Given the complexity of identifying genetic correlates of clinical outcomes, the team progressed their analysis from clinically relevant bacterial phenotypes with high expected role of adaptation (vancomycin MIC) to intermediate outcomes (duration of bacteremia), to final endpoints with strong multi-factorial pathogenesis (infection mortality). 

University of Melbourne’s Professor Ben Howden, the Director of the Microbiological Diagnostic Unit Public Health Laboratory at the Doherty Institute and co- author of the paper, said that consistent with the heritability estimate, the team identified several mutations that were significantly associated with vancomycin MIC. 

“While this indicates inflation (despite correction for population structure in the linear mixed model) and confirms the critical role of lineage effects in antibiotic resistance in S. aureus, the analysis was strongly biased by the population structure,” he said. 

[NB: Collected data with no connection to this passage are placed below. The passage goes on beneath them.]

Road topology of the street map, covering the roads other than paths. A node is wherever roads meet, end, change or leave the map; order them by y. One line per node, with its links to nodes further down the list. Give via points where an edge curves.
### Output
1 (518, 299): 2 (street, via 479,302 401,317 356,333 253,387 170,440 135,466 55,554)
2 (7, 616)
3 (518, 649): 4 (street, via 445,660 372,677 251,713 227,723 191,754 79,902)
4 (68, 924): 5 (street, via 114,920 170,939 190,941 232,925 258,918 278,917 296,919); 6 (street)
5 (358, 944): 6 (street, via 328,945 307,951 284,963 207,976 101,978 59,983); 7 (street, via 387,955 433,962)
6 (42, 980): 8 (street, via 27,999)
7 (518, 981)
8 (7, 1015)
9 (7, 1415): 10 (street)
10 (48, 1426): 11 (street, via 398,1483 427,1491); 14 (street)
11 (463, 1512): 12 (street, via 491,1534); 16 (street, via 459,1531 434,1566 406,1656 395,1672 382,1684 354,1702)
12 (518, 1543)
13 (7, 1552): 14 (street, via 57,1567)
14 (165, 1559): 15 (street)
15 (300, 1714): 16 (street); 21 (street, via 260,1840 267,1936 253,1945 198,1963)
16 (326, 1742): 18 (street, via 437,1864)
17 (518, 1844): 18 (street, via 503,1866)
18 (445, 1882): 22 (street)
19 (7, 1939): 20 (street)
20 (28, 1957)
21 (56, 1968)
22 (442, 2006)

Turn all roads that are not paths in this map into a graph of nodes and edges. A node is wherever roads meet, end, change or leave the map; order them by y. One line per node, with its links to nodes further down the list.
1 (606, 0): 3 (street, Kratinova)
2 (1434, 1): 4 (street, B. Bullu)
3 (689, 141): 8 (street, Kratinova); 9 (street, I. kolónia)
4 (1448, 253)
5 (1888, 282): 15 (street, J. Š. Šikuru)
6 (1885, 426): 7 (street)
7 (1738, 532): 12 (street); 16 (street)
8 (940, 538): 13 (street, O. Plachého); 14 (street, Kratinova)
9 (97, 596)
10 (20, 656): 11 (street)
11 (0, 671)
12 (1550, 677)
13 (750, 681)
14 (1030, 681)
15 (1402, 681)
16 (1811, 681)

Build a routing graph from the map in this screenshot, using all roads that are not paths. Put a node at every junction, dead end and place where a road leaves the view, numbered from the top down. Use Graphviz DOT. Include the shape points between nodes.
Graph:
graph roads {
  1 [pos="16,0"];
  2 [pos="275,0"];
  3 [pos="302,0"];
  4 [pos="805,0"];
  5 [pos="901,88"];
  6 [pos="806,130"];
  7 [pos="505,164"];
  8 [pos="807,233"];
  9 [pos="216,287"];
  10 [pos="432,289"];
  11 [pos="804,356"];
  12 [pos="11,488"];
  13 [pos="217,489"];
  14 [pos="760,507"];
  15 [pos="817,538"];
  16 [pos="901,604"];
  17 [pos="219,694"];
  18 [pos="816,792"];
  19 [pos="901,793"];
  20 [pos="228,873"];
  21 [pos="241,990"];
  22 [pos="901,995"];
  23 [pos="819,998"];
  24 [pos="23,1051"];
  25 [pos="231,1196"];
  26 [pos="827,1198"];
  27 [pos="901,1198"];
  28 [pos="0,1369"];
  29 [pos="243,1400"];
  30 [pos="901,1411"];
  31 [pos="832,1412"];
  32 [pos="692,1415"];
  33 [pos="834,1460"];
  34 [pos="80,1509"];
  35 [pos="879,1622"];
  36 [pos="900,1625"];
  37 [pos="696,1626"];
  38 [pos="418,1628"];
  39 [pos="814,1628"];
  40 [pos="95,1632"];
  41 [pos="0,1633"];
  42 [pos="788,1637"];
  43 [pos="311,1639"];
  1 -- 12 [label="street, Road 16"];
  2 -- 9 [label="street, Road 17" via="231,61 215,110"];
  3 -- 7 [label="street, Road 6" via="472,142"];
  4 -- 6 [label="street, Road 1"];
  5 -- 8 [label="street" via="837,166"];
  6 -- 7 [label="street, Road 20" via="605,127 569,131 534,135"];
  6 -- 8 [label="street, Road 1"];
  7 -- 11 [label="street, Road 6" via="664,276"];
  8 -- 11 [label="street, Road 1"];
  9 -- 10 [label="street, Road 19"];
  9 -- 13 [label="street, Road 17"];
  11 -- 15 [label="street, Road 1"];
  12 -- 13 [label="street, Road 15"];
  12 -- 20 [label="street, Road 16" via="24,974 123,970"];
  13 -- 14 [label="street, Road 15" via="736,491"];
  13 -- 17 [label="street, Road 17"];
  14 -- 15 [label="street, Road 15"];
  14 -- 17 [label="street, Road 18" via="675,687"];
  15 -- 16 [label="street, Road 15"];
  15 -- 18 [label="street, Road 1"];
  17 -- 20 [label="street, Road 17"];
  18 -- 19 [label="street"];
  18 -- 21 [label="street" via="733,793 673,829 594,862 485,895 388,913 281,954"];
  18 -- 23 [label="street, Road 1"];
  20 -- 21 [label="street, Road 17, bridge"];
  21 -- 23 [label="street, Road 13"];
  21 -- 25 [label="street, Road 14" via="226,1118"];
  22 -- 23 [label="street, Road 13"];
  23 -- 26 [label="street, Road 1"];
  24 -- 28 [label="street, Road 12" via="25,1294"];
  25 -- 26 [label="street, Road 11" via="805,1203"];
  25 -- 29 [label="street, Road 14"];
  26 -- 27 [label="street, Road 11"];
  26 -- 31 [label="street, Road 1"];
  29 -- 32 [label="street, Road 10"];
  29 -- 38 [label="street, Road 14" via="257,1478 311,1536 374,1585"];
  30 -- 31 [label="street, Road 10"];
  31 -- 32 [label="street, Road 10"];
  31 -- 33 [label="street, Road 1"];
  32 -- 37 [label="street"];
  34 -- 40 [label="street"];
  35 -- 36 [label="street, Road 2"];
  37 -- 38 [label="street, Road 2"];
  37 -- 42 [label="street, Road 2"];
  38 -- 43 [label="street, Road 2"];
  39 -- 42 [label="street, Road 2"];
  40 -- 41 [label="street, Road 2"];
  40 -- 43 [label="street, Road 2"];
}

“We next assessed genetic correlates of duration of bacteremia and as expected, the distribution of this phenotype was skewed, with 59% of strains being associated with a duration of bacteremia of 1 day or less. 

“Using automated normalization optimization (based on Pearson P statistics), we found that none of the most common available strategies could improve the distribution of this variable, and just one mutation (non-synonymous substitution in the isomerase galE) barely achieved genome-wide significance, in accordance with a lower heritability and an expected polygenic signal associated with this complex trait.” 

However, loci that were associated with duration of bacteremia were identified using a truncation burden test, with the strongest association found in protein truncations in murQ, an esterase that is part of the peptidoglycan recycling machinery, and metN2, a methionine transporter in the phospholipid synthesis pathway. 

“Mapping of murQ truncations showed that they were independently acquired multiples times across the phylogeny, suggesting convergent evolution,” Professor Howden said. 

“We found two significant associations linked to virulence factor expression and resistance to antimicrobial peptides, but only in cohort C could we detect a genome-wide significant association with rare mutations in four putative metabolic genes (SAUSA300_1088, hxlA, glcU, ctaB).” 

This suggested that single locus effects did not have a strong impact on mortality or that this impact could not be detected with the size of the datasets – the attempt of applying bacterial GWASs to infection outcomes (such as mortality) was less successful than GWASs on antibiotic resistance mechanisms. 

“We found that the bacterial genotype has limited impact on these outcomes, in particular mortality, as demonstrated by low heritability, poor predictive performance in our classification model of SAB, and a limited number of significant findings in the bacterial GWAS,” Dr Giulieri said. 

“By revealing the genes responsible for antibiotic resistance in Golden staph, our GWAS is pointing the scientific community to clearer targets for the development of effective solutions to treat Golden staph bloodstream infections. 

“This knowledge has the potential to shape and enhance our ability to tackle these persistent infections. As bacterial genomes become increasingly available in the clinical routine, we inch closer to customised therapeutic strategies, where treatments will be tailored to the unique genetic makeup of the infecting strain, rather than treating everyone in the same way.”